La SAAQ peut recourir à des évaluations médicales dans l’analyse des dossiers. Ces évaluations peuvent, dans certains cas, minimiser l’impact fonctionnel réel des atteintes psychiques ou cognitives. En général, la victime doit établir, selon la prépondérance des probabilités, le lien entre ses séquelles et l’accident. Dans les dossiers médicaux complexes, le témoignage de la victime doit généralement être corroboré par d’autres éléments de preuve.
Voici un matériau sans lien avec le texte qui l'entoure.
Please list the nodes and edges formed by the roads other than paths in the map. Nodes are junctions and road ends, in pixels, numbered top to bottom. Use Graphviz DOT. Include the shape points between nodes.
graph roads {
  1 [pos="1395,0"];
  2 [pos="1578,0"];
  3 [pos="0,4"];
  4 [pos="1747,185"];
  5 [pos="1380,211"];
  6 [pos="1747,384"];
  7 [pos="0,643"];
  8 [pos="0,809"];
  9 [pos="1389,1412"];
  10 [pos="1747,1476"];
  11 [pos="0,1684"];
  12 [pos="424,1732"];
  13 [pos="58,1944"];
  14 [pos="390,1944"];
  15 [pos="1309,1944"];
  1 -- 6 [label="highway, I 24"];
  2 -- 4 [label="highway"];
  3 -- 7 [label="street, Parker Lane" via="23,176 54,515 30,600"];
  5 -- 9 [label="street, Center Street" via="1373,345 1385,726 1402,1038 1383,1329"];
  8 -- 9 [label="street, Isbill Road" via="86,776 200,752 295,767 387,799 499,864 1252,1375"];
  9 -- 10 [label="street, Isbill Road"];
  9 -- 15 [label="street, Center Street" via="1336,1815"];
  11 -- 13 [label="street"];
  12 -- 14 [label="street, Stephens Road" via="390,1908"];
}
La théorie du crâne fragile : quand une condition préexistante complique le dossier

Certaines victimes hésitent à faire valoir leurs séquelles psychiques parce qu’elles présentaient, avant l’accident, des antécédents d’anxiété, de dépression ou d’autre condition psychiatrique. Ce contexte n’empêche pas l’indemnisation mais il la complexifie.

En droit québécois, le droit peut permettre d’indemniser l’aggravation d’un état préexistant lorsqu’elle est causée par l’accident. En pratique, l’indemnisation vise l’atteinte ou l’aggravation liée à l’accident, selon les règles applicables.

Pour démontrer cette aggravation, la victime doit disposer d’une preuve médicale qui documente à la fois son état antérieur et son état post-accident. Il s’agit d’un exercice probatoire exigeant, qui nécessite la coordination rigoureuse entre l’avocat et les experts médicaux mandatés.

Contester la décision de la SAAQ : ce qu’il faut savoir

Lorsqu’une décision de la SAAQ sous-évalue ou refuse des séquelles invisibles, la victime dispose de recours prévus par la Loi sur l’assurance automobile. Ces recours sont strictement encadrés dans le temps. Pour une présentation complète des étapes de contestation, consultez notre guide : Comment contester une décision de la SAAQ.

Le délai de contestation : une contrainte stricte

Pour certaines décisions liées à la SAAQ, le délai de contestation se calcule à partir de la réception de la décision écrite, selon les règles applicables au recours. Le non-respect de ce délai peut compromettre sérieusement la contestation. Il est fortement recommandé de vérifier les délais applicables à son dossier dès réception de toute décision de la SAAQ.

Selon le recours applicable, l’absence de décision dans le délai prévu peut ouvrir d’autres étapes de contestation, notamment devant le Tribunal administratif du Québec (TAQ).

La contre-expertise indépendante, la pièce maîtresse du dossier

Dans les dossiers complexes, le témoignage de la victime est souvent insuffisant à lui seul, et une expertise médicale ou psychologique indépendante peut être déterminante devant le TAQ.

Selon la nature des séquelles invisibles, les expertises les plus pertinentes sont :

  • Expertise neuropsychologique : pour les TCC légers, les atteintes cognitives et les syndromes post-commotionnels
  • Expertise psychiatrique : pour le TSPT, la dépression réactionnelle et les troubles anxieux persistants
  • Expertise en médecine de la douleur : pour les syndromes douloureux sans substrat organique objectivable

Un avocat spécialisé peut orienter la victime vers les experts appropriés et s’assurer que les rapports produits répondent aux exigences probatoires du TAQ.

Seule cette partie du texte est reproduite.